To do
Look for the word "Hvidtjørnen" in the data below, and copy every line that holds it.

Records supplied
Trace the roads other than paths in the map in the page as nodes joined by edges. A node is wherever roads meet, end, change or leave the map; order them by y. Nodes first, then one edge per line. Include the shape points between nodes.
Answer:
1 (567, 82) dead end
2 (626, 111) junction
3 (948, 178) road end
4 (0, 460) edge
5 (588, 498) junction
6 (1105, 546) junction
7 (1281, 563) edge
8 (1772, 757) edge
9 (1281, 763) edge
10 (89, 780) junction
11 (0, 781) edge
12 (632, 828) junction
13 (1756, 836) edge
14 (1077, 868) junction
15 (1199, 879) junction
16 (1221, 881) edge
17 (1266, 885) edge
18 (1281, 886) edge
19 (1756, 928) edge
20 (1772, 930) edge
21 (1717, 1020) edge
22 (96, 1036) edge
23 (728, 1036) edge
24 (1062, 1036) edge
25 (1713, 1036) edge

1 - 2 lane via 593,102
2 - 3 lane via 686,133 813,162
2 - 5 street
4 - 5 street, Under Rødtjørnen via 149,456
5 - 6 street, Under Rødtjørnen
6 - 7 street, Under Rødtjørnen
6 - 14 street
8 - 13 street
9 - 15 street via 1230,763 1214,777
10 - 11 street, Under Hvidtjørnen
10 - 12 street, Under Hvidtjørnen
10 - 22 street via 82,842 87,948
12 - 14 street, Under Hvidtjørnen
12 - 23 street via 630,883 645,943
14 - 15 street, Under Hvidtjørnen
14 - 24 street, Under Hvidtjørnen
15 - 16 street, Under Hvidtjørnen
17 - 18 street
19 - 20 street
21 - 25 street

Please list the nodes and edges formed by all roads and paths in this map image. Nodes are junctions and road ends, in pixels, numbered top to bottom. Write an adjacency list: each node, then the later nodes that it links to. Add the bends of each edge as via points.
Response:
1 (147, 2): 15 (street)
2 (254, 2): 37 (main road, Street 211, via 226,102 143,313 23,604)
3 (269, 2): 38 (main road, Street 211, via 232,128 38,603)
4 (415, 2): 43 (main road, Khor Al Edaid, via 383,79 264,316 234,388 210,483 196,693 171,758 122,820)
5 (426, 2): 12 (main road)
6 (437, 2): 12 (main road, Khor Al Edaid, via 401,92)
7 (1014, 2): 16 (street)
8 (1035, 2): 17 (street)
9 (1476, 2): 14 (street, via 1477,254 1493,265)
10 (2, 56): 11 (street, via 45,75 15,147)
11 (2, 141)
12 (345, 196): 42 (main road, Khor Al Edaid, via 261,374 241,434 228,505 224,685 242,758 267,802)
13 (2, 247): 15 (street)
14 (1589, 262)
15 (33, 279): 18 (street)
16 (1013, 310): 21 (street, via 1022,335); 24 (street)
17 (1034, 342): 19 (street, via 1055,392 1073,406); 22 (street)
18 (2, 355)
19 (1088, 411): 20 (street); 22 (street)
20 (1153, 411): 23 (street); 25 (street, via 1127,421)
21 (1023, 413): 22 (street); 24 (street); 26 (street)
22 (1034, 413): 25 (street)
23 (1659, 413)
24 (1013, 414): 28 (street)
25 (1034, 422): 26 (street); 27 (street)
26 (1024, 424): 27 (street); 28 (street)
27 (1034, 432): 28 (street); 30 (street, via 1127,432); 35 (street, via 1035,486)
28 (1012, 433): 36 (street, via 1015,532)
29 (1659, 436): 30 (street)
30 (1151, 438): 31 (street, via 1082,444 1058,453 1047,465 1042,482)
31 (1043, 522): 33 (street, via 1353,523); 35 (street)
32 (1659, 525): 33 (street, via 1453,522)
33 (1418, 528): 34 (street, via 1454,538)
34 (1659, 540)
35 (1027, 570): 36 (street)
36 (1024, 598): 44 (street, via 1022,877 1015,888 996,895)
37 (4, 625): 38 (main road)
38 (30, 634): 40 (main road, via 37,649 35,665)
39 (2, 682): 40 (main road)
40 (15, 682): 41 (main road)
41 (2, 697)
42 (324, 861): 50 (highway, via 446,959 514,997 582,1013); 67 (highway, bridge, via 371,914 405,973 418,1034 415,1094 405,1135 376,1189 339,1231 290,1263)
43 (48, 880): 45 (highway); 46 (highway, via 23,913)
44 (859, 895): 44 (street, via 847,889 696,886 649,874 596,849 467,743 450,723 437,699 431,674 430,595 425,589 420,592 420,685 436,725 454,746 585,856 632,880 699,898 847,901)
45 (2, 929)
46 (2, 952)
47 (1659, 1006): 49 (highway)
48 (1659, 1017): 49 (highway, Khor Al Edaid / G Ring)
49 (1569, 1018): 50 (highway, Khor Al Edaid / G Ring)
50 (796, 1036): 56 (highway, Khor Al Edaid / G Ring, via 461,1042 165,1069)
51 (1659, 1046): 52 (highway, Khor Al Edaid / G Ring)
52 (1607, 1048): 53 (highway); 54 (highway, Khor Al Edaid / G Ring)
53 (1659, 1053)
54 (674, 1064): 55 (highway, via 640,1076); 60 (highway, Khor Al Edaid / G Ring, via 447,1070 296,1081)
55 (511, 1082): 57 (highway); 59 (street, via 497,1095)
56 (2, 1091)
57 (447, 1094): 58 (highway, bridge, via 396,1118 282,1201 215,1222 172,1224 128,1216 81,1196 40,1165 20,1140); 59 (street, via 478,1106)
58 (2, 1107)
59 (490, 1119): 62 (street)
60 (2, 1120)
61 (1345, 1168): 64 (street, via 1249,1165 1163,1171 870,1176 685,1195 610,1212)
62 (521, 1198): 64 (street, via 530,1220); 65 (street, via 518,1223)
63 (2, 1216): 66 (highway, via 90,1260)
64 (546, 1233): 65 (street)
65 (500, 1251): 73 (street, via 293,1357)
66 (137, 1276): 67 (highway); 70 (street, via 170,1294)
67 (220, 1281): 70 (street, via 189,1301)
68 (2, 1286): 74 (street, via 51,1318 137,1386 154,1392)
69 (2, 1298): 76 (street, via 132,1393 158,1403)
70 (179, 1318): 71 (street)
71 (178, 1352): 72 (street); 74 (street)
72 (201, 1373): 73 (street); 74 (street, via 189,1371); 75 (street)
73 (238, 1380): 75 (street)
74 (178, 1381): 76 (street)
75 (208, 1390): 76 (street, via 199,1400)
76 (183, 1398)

Written answer
10 - 11 street, Under Hvidtjørnen
10 - 12 street, Under Hvidtjørnen
12 - 14 street, Under Hvidtjørnen
14 - 15 street, Under Hvidtjørnen
14 - 24 street, Under Hvidtjørnen
15 - 16 street, Under Hvidtjørnen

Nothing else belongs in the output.